Subject: Re: Connections to ssl.berkeley not propagated yet?
From: jfh@avondale.demon.co.uk (John F Hall)
Date: 28/07/2005, 13:51
Newsgroups: alt.sci.seti

In article <51c9b$42e89002$82a1d3bf$3947@news1.tudelft.nl>,
Patrick Vervoorn  <patrick.vervoorn@NOSPAM.perihelion.demon.nl> wrote:
In article <dc9jvv$7b8$1@green.home>,
John F Hall <jfh@avondale.demon.co.uk> wrote:
In article <a2a91$42e7835f$82a1d3bf$17190@news1.tudelft.nl>,
Patrick Vervoorn  <patrick.vervoorn@NOSPAM.perihelion.demon.nl> wrote:

- Why did SetiBOINC not process the WU's it had already downloaded? This 
  is a P3-733MHz machine, so those 3 WU's should have lasted it for at 
  least a day or two. Instead it decided to just sit there idling, and 
  periodically checking the Berkeley site for 'something'?

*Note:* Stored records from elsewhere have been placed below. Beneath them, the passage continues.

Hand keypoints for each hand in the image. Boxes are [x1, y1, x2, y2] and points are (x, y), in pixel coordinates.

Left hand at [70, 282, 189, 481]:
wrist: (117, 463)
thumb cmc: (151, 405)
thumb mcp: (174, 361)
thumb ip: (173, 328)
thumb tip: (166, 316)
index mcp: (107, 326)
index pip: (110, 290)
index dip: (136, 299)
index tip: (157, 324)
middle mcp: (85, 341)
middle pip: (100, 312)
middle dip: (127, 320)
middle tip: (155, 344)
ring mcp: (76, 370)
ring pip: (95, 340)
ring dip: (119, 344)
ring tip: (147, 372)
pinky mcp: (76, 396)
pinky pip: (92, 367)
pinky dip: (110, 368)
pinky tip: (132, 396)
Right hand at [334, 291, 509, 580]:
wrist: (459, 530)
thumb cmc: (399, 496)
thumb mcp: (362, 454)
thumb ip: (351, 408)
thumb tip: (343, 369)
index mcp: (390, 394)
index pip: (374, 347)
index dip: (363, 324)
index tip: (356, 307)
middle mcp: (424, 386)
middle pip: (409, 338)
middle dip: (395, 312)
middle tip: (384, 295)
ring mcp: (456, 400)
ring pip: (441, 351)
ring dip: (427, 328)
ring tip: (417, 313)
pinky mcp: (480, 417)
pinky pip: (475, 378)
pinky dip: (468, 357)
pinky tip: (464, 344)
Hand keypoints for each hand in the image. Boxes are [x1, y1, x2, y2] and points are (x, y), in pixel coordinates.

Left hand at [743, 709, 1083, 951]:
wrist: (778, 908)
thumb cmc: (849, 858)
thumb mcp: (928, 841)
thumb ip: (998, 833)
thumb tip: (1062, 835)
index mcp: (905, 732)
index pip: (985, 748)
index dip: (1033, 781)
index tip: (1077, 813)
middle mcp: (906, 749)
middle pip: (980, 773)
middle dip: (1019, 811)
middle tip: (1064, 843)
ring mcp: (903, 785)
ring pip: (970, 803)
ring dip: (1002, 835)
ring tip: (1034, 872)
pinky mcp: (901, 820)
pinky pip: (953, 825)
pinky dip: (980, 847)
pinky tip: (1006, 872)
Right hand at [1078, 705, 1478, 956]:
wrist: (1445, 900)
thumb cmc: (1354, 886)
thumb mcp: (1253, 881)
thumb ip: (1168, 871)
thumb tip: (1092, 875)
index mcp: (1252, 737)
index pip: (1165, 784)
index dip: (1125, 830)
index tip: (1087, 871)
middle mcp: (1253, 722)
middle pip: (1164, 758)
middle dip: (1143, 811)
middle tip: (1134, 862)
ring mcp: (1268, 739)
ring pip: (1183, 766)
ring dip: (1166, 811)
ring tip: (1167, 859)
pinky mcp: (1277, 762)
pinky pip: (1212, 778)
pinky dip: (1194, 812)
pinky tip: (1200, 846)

Have you checked the log?  It's quite likely that they had already been
processed, their results uploaded, and your system was waiting to tell
the scheduler, after which they would be deleted.

Which log do you mean? I didn't see anything resembling a log file in the 
local BOINC/ directory, so I assume you mean the 'log' displayed under the 
'Account' tab on SetiBOINC's website; there it showed the units had been 
sent out, but no results had been returned, so also the 'Pending validaton 
...' text was not there (which would've been an indication the WU's had 
been processed, the results returned, and I only had to wait for these 
results to be validated...

Ah, on looking deeper I see it's the standard output of boinc.  My
startup command, buried deep within /etc.rc.d/rc.boinc, captures that:

  BOINCUSER=boinc

  ## Locate the executable with highest version
  BOINCEXE=`/bin/ls -1 $BINDIR/boinc_*_$BUILD_ARCH 2>/dev/null | tail -1 `
  if [ ! -x "$BOINCEXE" ]; then
    echo "Cannot find/run boinc executable $BOINCEXE "
    exit 2
  fi
 
  BOINCOPTS="-return_results_immediately $*"

  LOGFILE=boinc.log
  ERRORLOG=error.log

  su $BOINCUSER -c "$BOINCEXE $BOINCOPTS >>$LOGFILE 2>>$ERRORLOG &"

I usually have a "tail -f boinc.log" running on one of my virtual
terminals to keep an eye on what's happening :-).  (I've upped the
inittab commands to give myself 10 such, rather than the default 6.)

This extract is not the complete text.